Task prompt:
Reproduce each line from the records that holds "wrist".
****
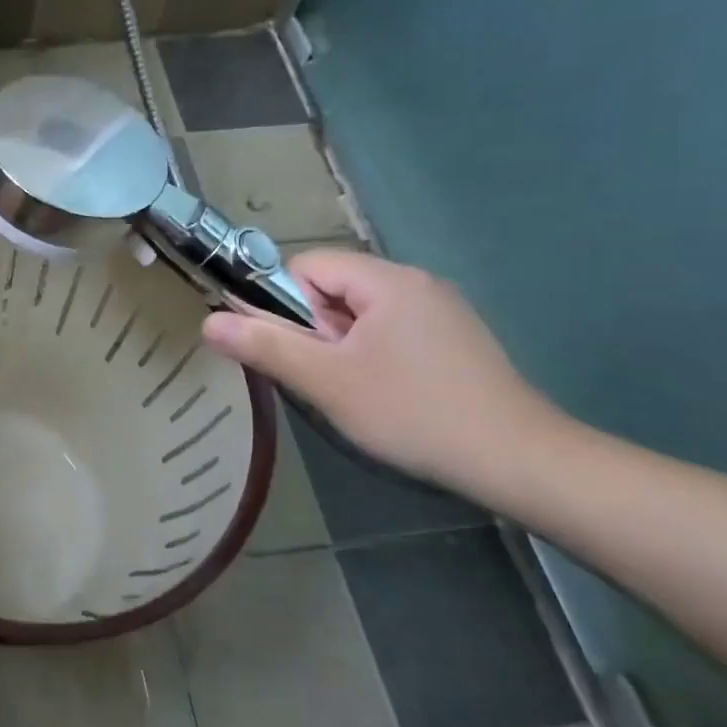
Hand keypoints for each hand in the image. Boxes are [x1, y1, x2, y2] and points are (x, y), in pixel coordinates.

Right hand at [202, 250, 563, 492]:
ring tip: (357, 392)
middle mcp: (416, 282)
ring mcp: (441, 311)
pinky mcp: (455, 339)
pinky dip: (374, 356)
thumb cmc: (412, 412)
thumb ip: (266, 345)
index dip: (287, 305)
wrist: (518, 461)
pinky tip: (389, 395)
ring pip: (361, 314)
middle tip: (328, 378)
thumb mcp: (326, 381)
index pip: (307, 266)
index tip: (300, 351)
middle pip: (333, 288)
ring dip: (343, 346)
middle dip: (317, 329)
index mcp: (387, 280)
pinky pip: (392, 331)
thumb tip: (209, 321)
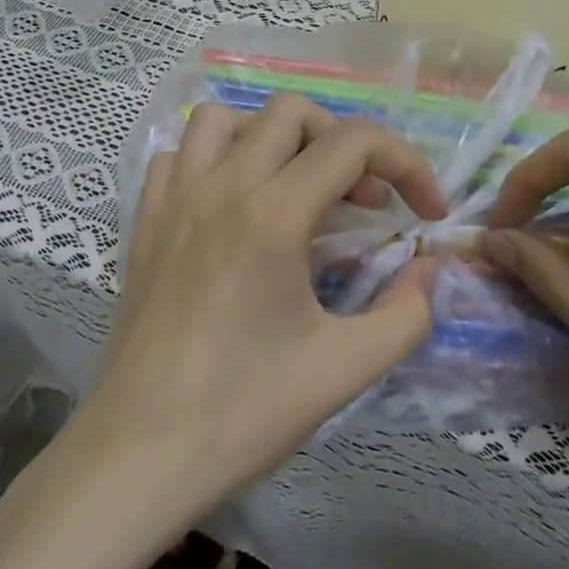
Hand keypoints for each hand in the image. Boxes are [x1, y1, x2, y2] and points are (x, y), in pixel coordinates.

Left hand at [72, 94, 446, 531]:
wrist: (138, 456)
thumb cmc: (243, 413)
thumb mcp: (346, 368)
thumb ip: (408, 312)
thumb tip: (430, 269)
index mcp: (272, 216)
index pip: (353, 142)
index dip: (406, 164)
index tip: (426, 213)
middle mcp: (219, 189)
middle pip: (292, 112)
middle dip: (345, 143)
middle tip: (364, 204)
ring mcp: (173, 201)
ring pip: (225, 119)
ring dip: (274, 138)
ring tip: (299, 189)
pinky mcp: (144, 224)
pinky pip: (180, 156)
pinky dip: (217, 160)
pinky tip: (235, 206)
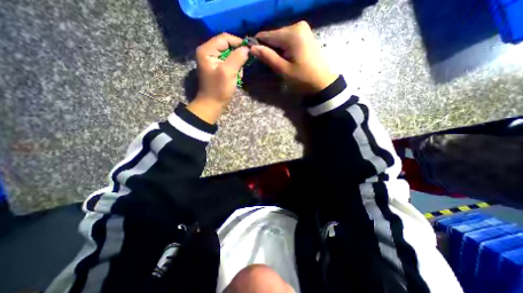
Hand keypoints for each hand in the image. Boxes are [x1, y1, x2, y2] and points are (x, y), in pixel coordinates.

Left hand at [197, 32, 248, 103]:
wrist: (212, 104)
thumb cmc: (219, 89)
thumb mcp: (228, 72)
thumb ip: (237, 58)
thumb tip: (247, 49)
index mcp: (207, 50)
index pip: (225, 38)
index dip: (238, 42)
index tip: (250, 50)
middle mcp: (208, 52)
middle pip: (227, 46)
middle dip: (238, 56)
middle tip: (243, 66)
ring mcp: (212, 61)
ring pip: (230, 55)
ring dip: (237, 64)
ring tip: (238, 75)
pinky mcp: (217, 68)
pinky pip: (229, 63)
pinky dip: (234, 69)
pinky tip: (236, 77)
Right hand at [250, 22, 339, 93]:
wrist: (322, 81)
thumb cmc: (303, 78)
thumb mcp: (284, 70)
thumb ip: (268, 57)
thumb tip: (252, 48)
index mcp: (292, 34)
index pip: (268, 35)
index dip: (258, 44)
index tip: (251, 53)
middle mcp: (297, 26)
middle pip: (275, 35)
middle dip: (268, 48)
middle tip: (266, 62)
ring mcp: (303, 29)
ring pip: (281, 38)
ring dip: (276, 49)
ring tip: (276, 62)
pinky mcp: (305, 35)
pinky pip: (288, 39)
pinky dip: (283, 48)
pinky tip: (284, 58)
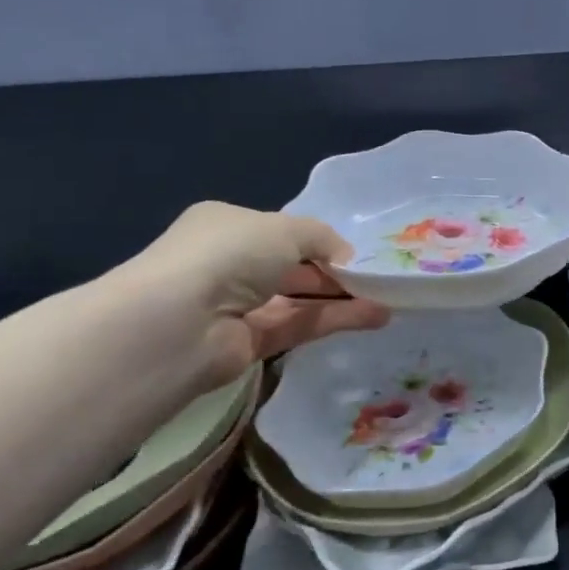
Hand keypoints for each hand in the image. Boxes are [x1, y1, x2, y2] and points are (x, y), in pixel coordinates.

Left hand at [117, 202, 390, 384]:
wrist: (179, 322)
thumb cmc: (229, 253)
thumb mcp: (285, 228)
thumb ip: (323, 238)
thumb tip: (347, 259)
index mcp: (228, 226)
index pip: (281, 232)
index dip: (319, 241)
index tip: (356, 253)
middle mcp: (230, 264)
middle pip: (293, 267)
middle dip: (335, 272)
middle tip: (379, 278)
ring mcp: (238, 306)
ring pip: (300, 299)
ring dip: (342, 299)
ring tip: (388, 300)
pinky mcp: (249, 344)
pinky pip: (299, 326)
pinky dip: (334, 320)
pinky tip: (374, 317)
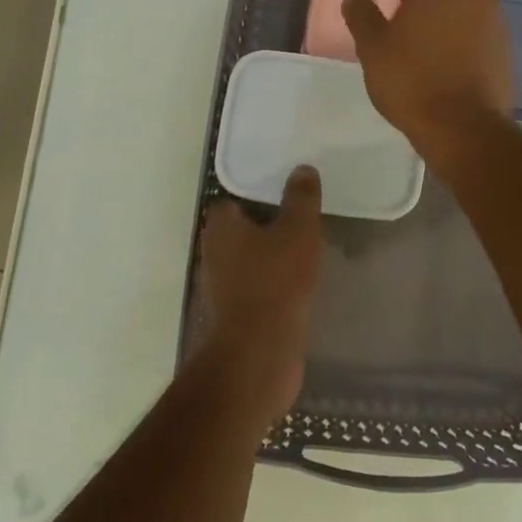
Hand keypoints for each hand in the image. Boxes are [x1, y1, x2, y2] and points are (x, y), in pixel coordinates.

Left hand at [196, 166, 323, 418]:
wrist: (260, 352)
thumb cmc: (276, 281)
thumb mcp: (298, 230)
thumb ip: (301, 198)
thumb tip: (302, 169)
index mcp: (221, 225)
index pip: (233, 199)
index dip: (258, 193)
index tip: (285, 192)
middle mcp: (215, 251)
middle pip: (242, 228)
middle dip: (268, 223)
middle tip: (301, 216)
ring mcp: (223, 285)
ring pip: (251, 257)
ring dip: (272, 254)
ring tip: (307, 246)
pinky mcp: (236, 312)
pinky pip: (258, 284)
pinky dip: (275, 280)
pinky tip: (301, 280)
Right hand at [342, 0, 512, 157]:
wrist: (464, 126)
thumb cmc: (411, 80)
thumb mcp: (373, 49)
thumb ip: (362, 17)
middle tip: (404, 15)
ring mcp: (495, 18)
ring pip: (463, 7)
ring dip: (446, 15)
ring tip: (426, 38)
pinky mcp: (506, 46)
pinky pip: (478, 31)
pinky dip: (463, 36)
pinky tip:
****
Result for this exercise:
wrist: (518, 461)
wrist: (138, 456)
wrist: (212, 104)
wrist: (322, 81)
wrist: (179, 322)
wrist: (260, 352)
wrist: (464, 126)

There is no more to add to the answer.